In conversation with Ray, Gerard recalls his introduction into farming life at the age of seven.

He notes how last year was the ‘worst year’, as wool prices were so bad that ‘it wouldn’t even play for the diesel to carry the wool to the supplier’.

He was inspired to take part in the agroforestry scheme by the experience of a neighbour, revealing: ‘A text came into his phone. I said, “she’s watching you”, and he said “no, that it was the agroforestry money is in the bank”. That’s what swung it for me.’

Ray says the scheme pays up to up to €975 per hectare, and the premium is paid for 10 years. The attractiveness of such a payment is, for Gerard, naturally beneficial coming ‘at a time of the year when there was no money coming in’.

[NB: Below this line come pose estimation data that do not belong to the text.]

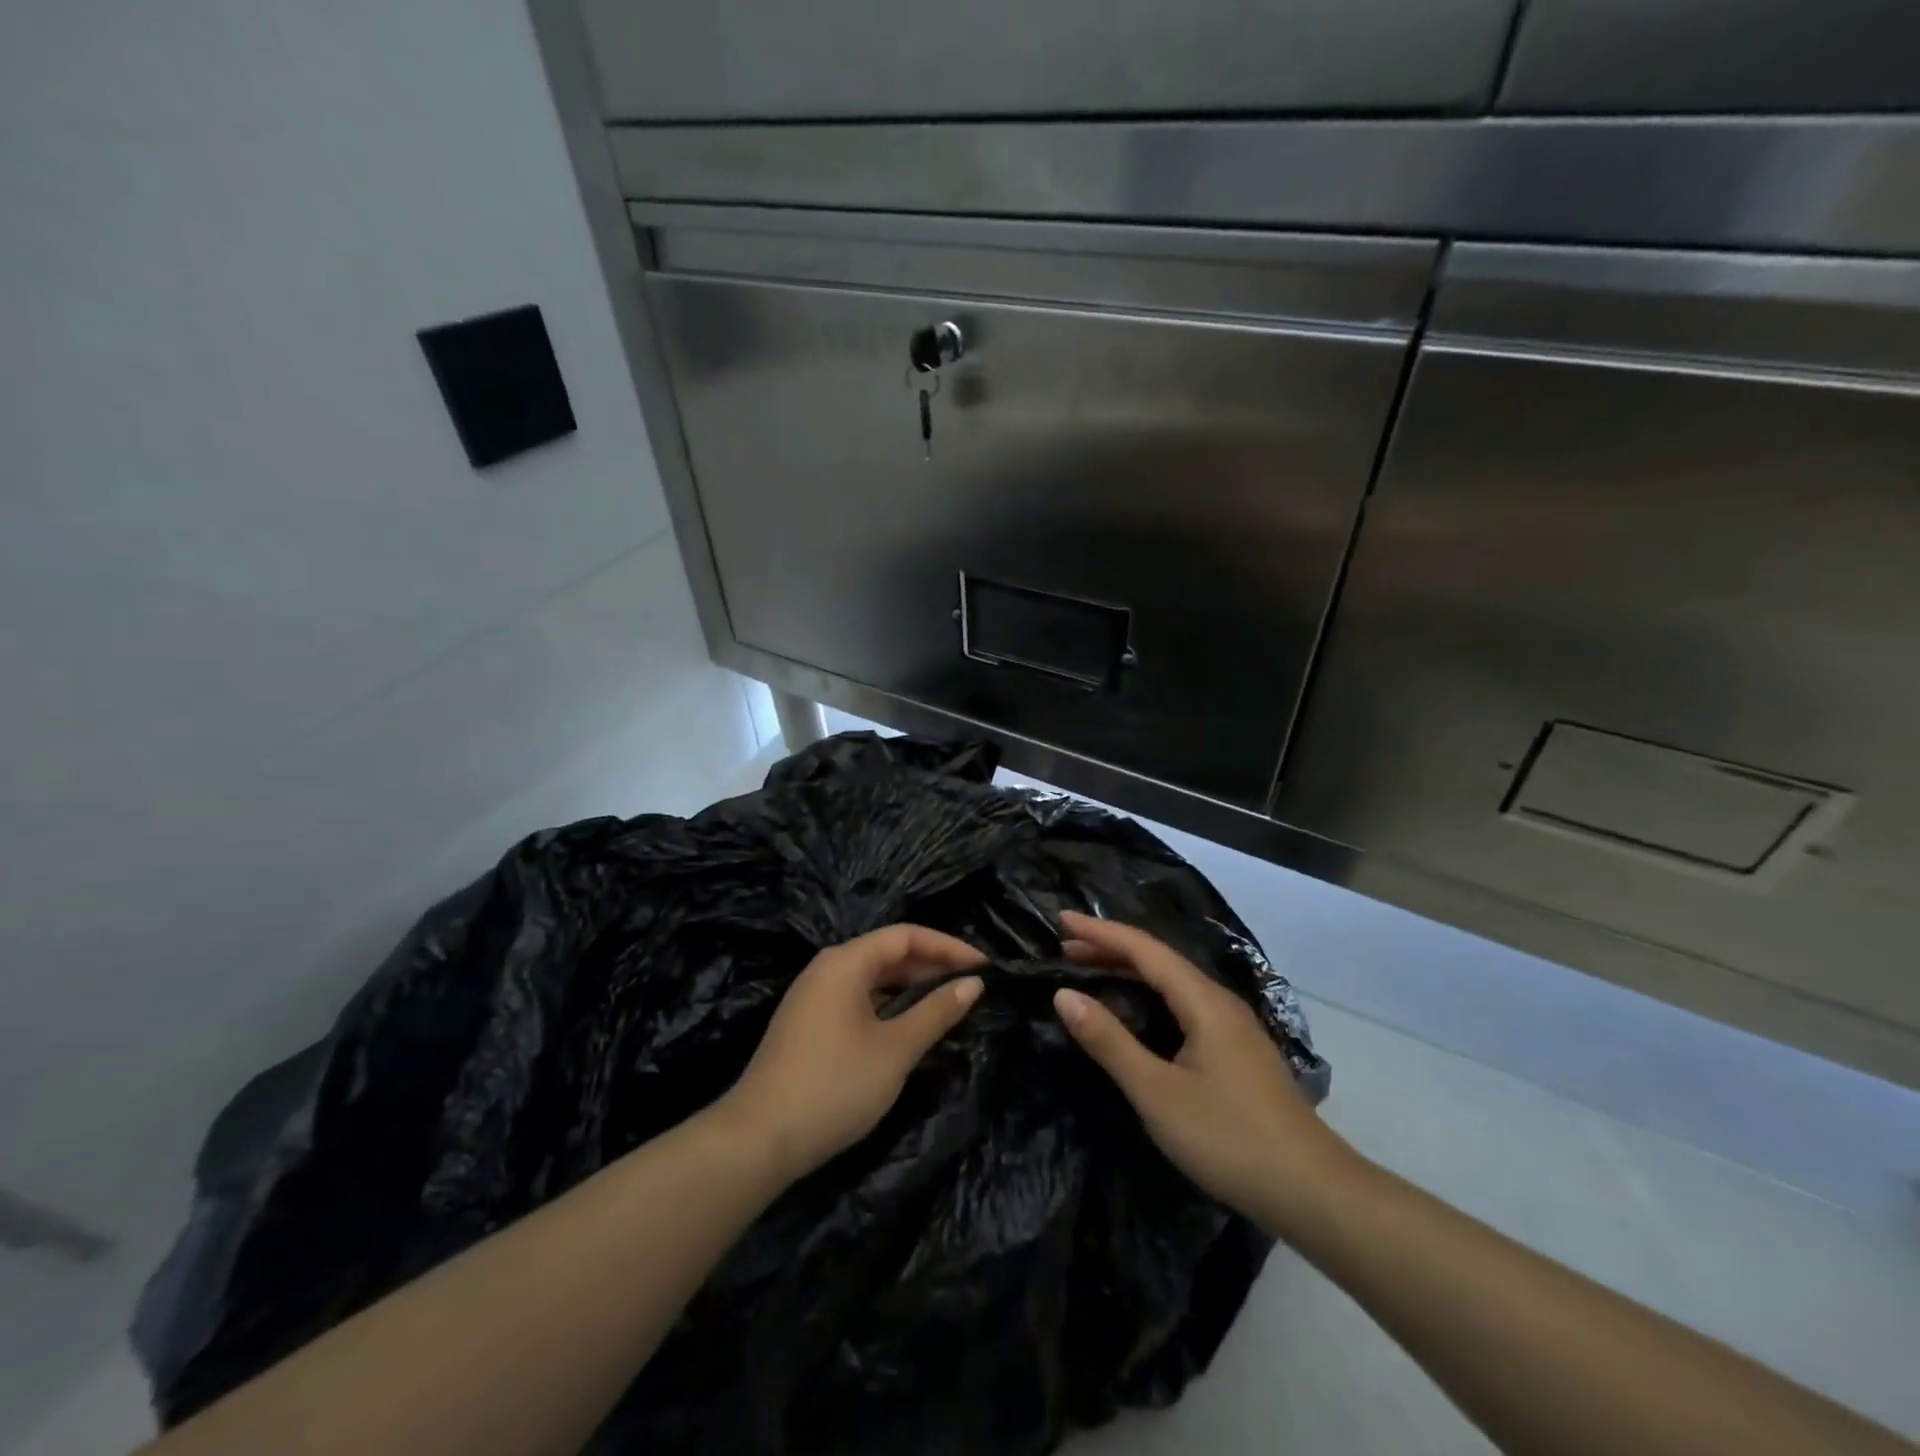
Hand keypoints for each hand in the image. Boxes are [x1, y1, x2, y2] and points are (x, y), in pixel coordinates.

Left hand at [717, 925, 985, 1182]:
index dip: (947, 946)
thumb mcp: (895, 1050)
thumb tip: (973, 983)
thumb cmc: (834, 1085)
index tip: (983, 965)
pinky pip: (856, 999)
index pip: (905, 936)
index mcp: (845, 962)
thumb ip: (936, 1012)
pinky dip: (887, 1005)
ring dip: (909, 987)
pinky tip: (906, 1028)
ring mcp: (812, 996)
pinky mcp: (807, 1024)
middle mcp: (826, 968)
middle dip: (930, 966)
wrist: (758, 1140)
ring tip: (946, 1005)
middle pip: (886, 953)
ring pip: (871, 978)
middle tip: (970, 986)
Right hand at [1052, 910, 1349, 1232]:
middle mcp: (1220, 1002)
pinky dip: (1150, 996)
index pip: (1144, 949)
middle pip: (1160, 960)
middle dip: (1111, 949)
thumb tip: (1065, 995)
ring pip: (1174, 983)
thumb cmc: (1229, 1139)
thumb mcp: (1157, 1092)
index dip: (1101, 932)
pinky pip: (1184, 1004)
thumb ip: (1110, 1041)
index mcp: (1203, 1001)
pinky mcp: (1238, 1052)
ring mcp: (1234, 1027)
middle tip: (1065, 949)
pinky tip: (1138, 1013)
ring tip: (1090, 972)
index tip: (1062, 920)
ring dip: (1130, 972)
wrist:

‘January can be a depressing time of the year. Dark evenings, wet days, storms, frost. And you know, money is part of the cycle of life as well. It keeps you happy.’

‘That is the whole purpose of this. When you’re walking in the evening, and you see them coming up, it’s good for the mind and the soul as well. It’s like life, the river don’t go back. It has to go forward.’

Ray maintains the agroforestry scheme is extremely relevant to farmers, as it allows supports to be stacked and means farmers can diversify their income, without getting rid of livestock. Environmentally the benefits speak for themselves providing shelter, encouraging biodiversity, and providing soil protection, and the scheme is particularly suited to smaller or part-time farms.

The FarmForest series, a communications project funded under the Department of Agriculture, can be viewed on YouTube.